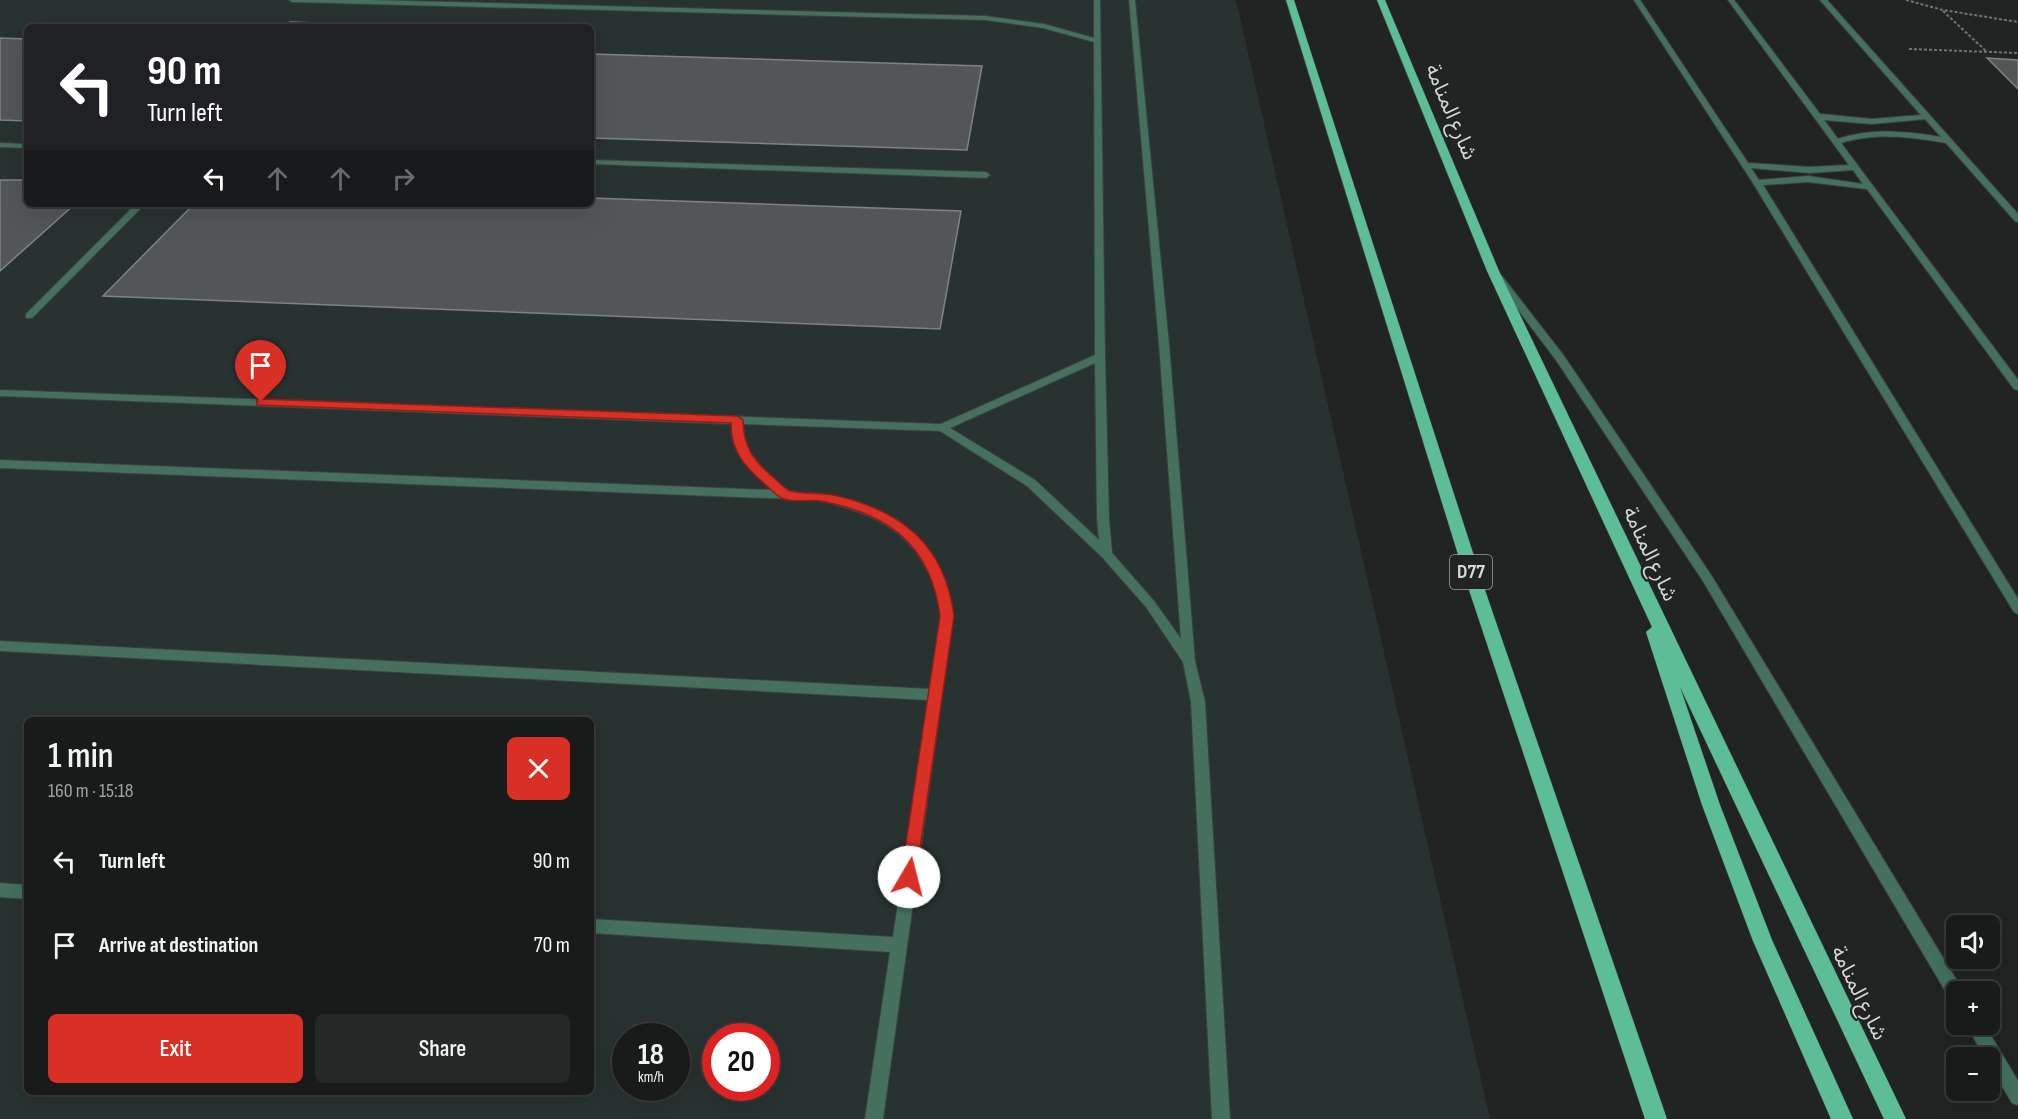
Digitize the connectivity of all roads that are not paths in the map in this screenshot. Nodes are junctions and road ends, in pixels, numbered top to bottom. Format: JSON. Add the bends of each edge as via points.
{"nodes":[{"id":1,"x":292,"y":0,"type":"edge"},
{"id":2,"x":1097,"y":0,"type":"edge"},
{"id":3,"x":1132,"y":0,"type":"edge"},
{"id":4,"x":1290,"y":0,"type":"edge"},
{"id":5,"x":1381,"y":0,"type":"edge"},
{"id":6,"x":1637,"y":0,"type":"edge"},
{"id":7,"x":1731,"y":0,"type":"edge"},
{"id":8,"x":1823,"y":0,"type":"edge"},
{"id":9,"x":1097,"y":41,"type":"junction"},
{"id":10,"x":1816,"y":116,"type":"junction"},
{"id":11,"x":1927,"y":116,"type":"junction"},
{"id":12,"x":1949,"y":141,"type":"junction"},
{"id":13,"x":1835,"y":142,"type":"junction"},
{"id":14,"x":0,"y":145,"type":"edge"},
{"id":15,"x":24,"y":146,"type":"edge"},
{"id":16,"x":594,"y":162,"type":"edge"},
{"id":17,"x":1745,"y":165,"type":"junction"},
{"id":18,"x":1855,"y":167,"type":"junction"},
{"id":19,"x":986,"y":175,"type":"dead end"},
{"id":20,"x":1757,"y":183,"type":"junction"},
{"id":21,"x":1870,"y":187,"type":"junction"},
{"id":22,"x":139,"y":207,"type":"edge"},
{"id":23,"x":2018,"y":219,"type":"edge"},
{"id":24,"x":1493,"y":271,"type":"junction"},
{"id":25,"x":29,"y":316,"type":"dead end"},
{"id":26,"x":1100,"y":357,"type":"junction"},
{"id":27,"x":2018,"y":387,"type":"edge"},
{"id":28,"x":0,"y":393,"type":"edge"},
{"id":29,"x":737,"y":420,"type":"junction"},
{"id":30,"x":942,"y":428,"type":"junction"},
{"id":31,"x":0,"y":464,"type":"edge"},
{"id":32,"x":786,"y":495,"type":"junction"},
{"id":33,"x":1106,"y":554,"type":"junction"},
{"id":34,"x":2002,"y":583,"type":"junction"},
{"id":35,"x":1640,"y":585,"type":"junction"},
{"id":36,"x":2018,"y":585,"type":"edge"},
{"id":37,"x":2018,"y":609,"type":"edge"},
{"id":38,"x":0,"y":646,"type":"edge"},
{"id":39,"x":1189,"y":661,"type":"junction"},
{"id":40,"x":935,"y":695,"type":"junction"},
{"id":41,"x":0,"y":890,"type":"edge"},
{"id":42,"x":24,"y":892,"type":"edge"},
{"id":43,"x":594,"y":926,"type":"edge"},
{"id":44,"x":899,"y":945,"type":"junction"},
{"id":45,"x":1948,"y":981,"type":"edge"},
{"id":46,"x":1981,"y":1035,"type":"edge"},
{"id":47,"x":2018,"y":1097,"type":"edge"},
{"id":48,"x":874,"y":1119,"type":"edge"},
{"id":49,"x":1221,"y":1119,"type":"edge"},
{"id":50,"x":1656,"y":1119,"type":"edge"},
{"id":51,"x":1842,"y":1119,"type":"edge"},
{"id":52,"x":1895,"y":1119,"type":"edge"}],
"edges":[{"from":1,"to":9,"type":"lane","via":[[986,18],[1033,24]]},
{"from":2,"to":9,"type":"lane"},
{"from":3,"to":39,"type":"lane"},
{"from":4,"to":50,"type":"main road","number":"D77","via":[[1478,593]]},
{"from":5,"to":24,"type":"main road","name":"شارع المنامة"},
{"from":6,"to":17,"type":"lane"},
{"from":7,"to":10,"type":"lane"},
{"from":8,"to":11,"type":"lane"},
{"from":9,"to":26,"type":"lane"},
{"from":10,"to":11,"type":"lane","via":[[1874,122]]},
{"from":10,"to":13,"type":"lane"},
{"from":11,"to":12,"type":"lane"},
{"from":12,"to":13,"type":"lane","via":[[1921,135],[1871,133]]},
{"from":12,"to":23,"type":"lane"},
{"from":13,"to":18,"type":"lane"},
{"from":14,"to":15,"type":"lane"},
{"from":16,"to":19,"type":"lane"},
{"from":17,"to":18,"type":"lane","via":[[1810,170]]},
{"from":17,"to":20,"type":"lane"},
{"from":18,"to":21,"type":"lane"},
{"from":20,"to":21,"type":"lane","via":[[1808,179]]},
{"from":20,"to":34,"type":"lane"},
{"from":21,"to":27,"type":"lane"},
{"from":22,"to":25,"type":"lane"},
{"from":24,"to":35,"type":"main road","name":"شارع المنامة"},
{"from":24,"to":45,"type":"lane","via":[[1560,358],[1707,578]]},
{"from":26,"to":30,"type":"lane"},
{"from":26,"to":33,"type":"lane"},
{"from":28,"to":29,"type":"lane"},
{"from":29,"to":30,"type":"lane"},
{"from":29,"to":32,"type":"lane","via":[[737,436],[751,465]]},
{"from":30,"to":33,"type":"lane","via":[[1031,483]]},
{"from":31,"to":32,"type":"lane"},
{"from":32,"to":40,"type":"lane","via":[[847,502],[900,527],[919,545],[938,574],[947,616]]},
{"from":33,"to":39,"type":"lane","via":[[1150,604]]},
{"from":34,"to":36,"type":"lane"},
{"from":34,"to":37,"type":"lane"},
{"from":35,"to":51,"type":"main road","via":[[1715,815],[1763,941]]},
{"from":35,"to":52,"type":"main road","name":"شارع المنامة"},
{"from":38,"to":40,"type":"lane"},
{"from":39,"to":49,"type":"lane","via":[[1198,702]]},
{"from":40,"to":44,"type":"lane"},
{"from":41,"to":42,"type":"lane"},
{"from":43,"to":44,"type":"lane"},
{"from":44,"to":48,"type":"lane"},
{"from":46,"to":47,"type":"lane"}]}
--- --- ---
● **Aim of the exercise**
Restate the data above word for word, omitting every picture.

● **Result of this exercise**
Digitize the connectivity of all roads that are not paths in the map in this screenshot. Nodes are junctions and road ends, in pixels, numbered top to bottom. Format: JSON. Add the bends of each edge as via points.
{"nodes":[{"id":1,"x":292,"y":0,"type":"edge"},
{"id":2,"x":1097,"y":0,"type":"edge"},
{"id":3,"x":1132,"y":0,"type":"edge"},
{"id":4,"x":1290,"y":0,"type":"edge"},
{"id":5,"x":1381,"y":0,"type":"edge"},
{"id":6,"x":1637,"y":0,"type":"edge"},
{"id":7,"x":1731,"y":0,"type":"edge"},
{"id":8,"x":1823,"y":0,"type":"edge"},
{"id":9,"x":1097,"y":41,"type":"junction"},
{"id":10,"x":1816,"y":116,"type":"junction"},
{"id":11,"x":1927,"y":116,"type":"junction"},
{"id":12,"x":1949,"y":141,"type":"junction"},
{"id":13,"x":1835,"y":142,"type":"junction"},
{"id":14,"x":0,"y":145,"type":"edge"},
{"id":15,"x":24,"y":146,"type":"edge"},
{"id":16,"x":594,"y":162,"type":"edge"},
{"id":17,"x":1745,"y":165,"type":"junction"},
{"id":18,"x":1855,"y":167,"type":"junction"},
{"id":19,"x":986,"y":175,"type":"dead end"},
{"id":20,"x":1757,"y":183,"type":"junction"},
{"id":21,"x":1870,"y":187,"type":"junction"},
{"id":22,"x":139,"y":207,"type":"edge"},
{"id":23,"x":2018,"y":219,"type":"edge"},
{"id":24,"x":1493,"y":271,"type":"junction"},
{"id":25,"x":29,"y":316,"type":"dead end"},
{"id":26,"x":1100,"y":357,"type":"junction"},
{"id":27,"x":2018,"y":387,"type":"edge"},
{"id":28,"x":0,"y":393,"type":"edge"},
{"id":29,"x":737,"y":420,"type":"junction"},
{"id":30,"x":942,"y":428,"type":"junction"},
{"id":31,"x":0,"y":464,"type":"edge"},
{"id":32,"x":786,"y":495,"type":"junction"},
{"id":33,"x":1106,"y":554,"type":"junction"},
{"id":34,"x":2002,"y":583,"type":"junction"},
{"id":35,"x":1640,"y":585,"type":"junction"},
{"id":36,"x":2018,"y":585,"type":"edge"},
{"id":37,"x":2018,"y":609,"type":"edge"},
{"id":38,"x":0,"y":646,"type":"edge"},
{"id":39,"x":1189,"y":661,"type":"junction"},
{"id":40,"x":935,"y":695,"type":"junction"},
{"id":41,"x":0,"y":890,"type":"edge"},
{"id":42,"x":24,"y":892,"type":"edge"},
{"id":43,"x":594,"y":926,"type":"edge"},
{"id":44,"x":899,"y":945,"type":"junction"},
{"id":45,"x":1948,"y":981,"type":"edge"},
{"id":46,"x":1981,"y":1035,"type":"edge"},
{"id":47,"x":2018,"y":1097,"type":"edge"},
{"id":48,"x":874,"y":1119,"type":"edge"},
{"id":49,"x":1221,"y":1119,"type":"edge"},
{"id":50,"x":1656,"y":1119,"type":"edge"},
{"id":51,"x":1842,"y":1119,"type":"edge"},
{"id":52,"x":1895,"y":1119,"type":"edge"}],
"edges":[{"from":1,"to":9,"type":"lane","via":[[986,18],[1033,24]]},
{"from":2,"to":9,"type":"lane"},
{"from":3,"to":39,"type":"lane"},
{"from":4,"to":50,"type":"main road","number":"D77","via":[[1478,593]]},
{"from":5,"to":24,"type":"main road","name":"شارع المنامة"},
{"from":6,"to":17,"type":"lane"},
{"from":7,"to":10,"type":"lane"},
{"from":8,"to":11,"type":"lane"},
{"from":9,"to":26,"type":"lane"},
{"from":10,"to":11,"type":"lane","via":[[1874,122]]},
{"from":10,"to":13,"type":"lane"},
{"from":11,"to":12,"type":"lane"},
{"from":12,"to":13,"type":"lane","via":[[1921,135],[1871,133]]},
{"from":12,"to":23,"type":"lane"},
{"from":13,"to":18,"type":"lane"},
{"from":14,"to":15,"type":"lane"},
{"from":16,"to":19,"type":"lane"},
{"from":17,"to":18,"type":"lane","via":[[1810,170]]},
{"from":17,"to":20,"type":"lane"},
{"from":18,"to":21,"type":"lane"},
{"from":20,"to":21,"type":"lane","via":[[1808,179]]},
{"from":20,"to":34,"type":"lane"},
{"from":21,"to":27,"type":"lane"},
{"from":22,"to":25,"type":"lane"},
{"from":24,"to":35,"type":"main road","name":"شارع المنامة"},
{"from":24,"to":45,"type":"lane","via":[[1560,358],[1707,578]]},
{"from":26,"to":30,"type":"lane"},
{"from":26,"to":33,"type":"lane"},
{"from":28,"to":29,"type":"lane"},
{"from":29,"to":30,"type":"lane"},
{"from":29,"to":32,"type":"lane","via":[[737,436],[751,465]]},
{"from":30,"to":33,"type":"lane","via":[[1031,483]]},
{"from":31,"to":32,"type":"lane"},
{"from":32,"to":40,"type":"lane","via":[[847,502],[900,527],[919,545],[938,574],[947,616]]},
{"from":33,"to":39,"type":"lane","via":[[1150,604]]},
{"from":34,"to":36,"type":"lane"},
{"from":34,"to":37,"type":"lane"},
{"from":35,"to":51,"type":"main road","via":[[1715,815],[1763,941]]},
{"from":35,"to":52,"type":"main road","name":"شارع المنامة"},
{"from":38,"to":40,"type":"lane"},
{"from":39,"to":49,"type":"lane","via":[[1198,702]]},
{"from":40,"to":44,"type":"lane"},
{"from":41,"to":42,"type":"lane"},
{"from":43,"to":44,"type":"lane"},
{"from":44,"to":48,"type":"lane"},
{"from":46,"to":47,"type":"lane"}]}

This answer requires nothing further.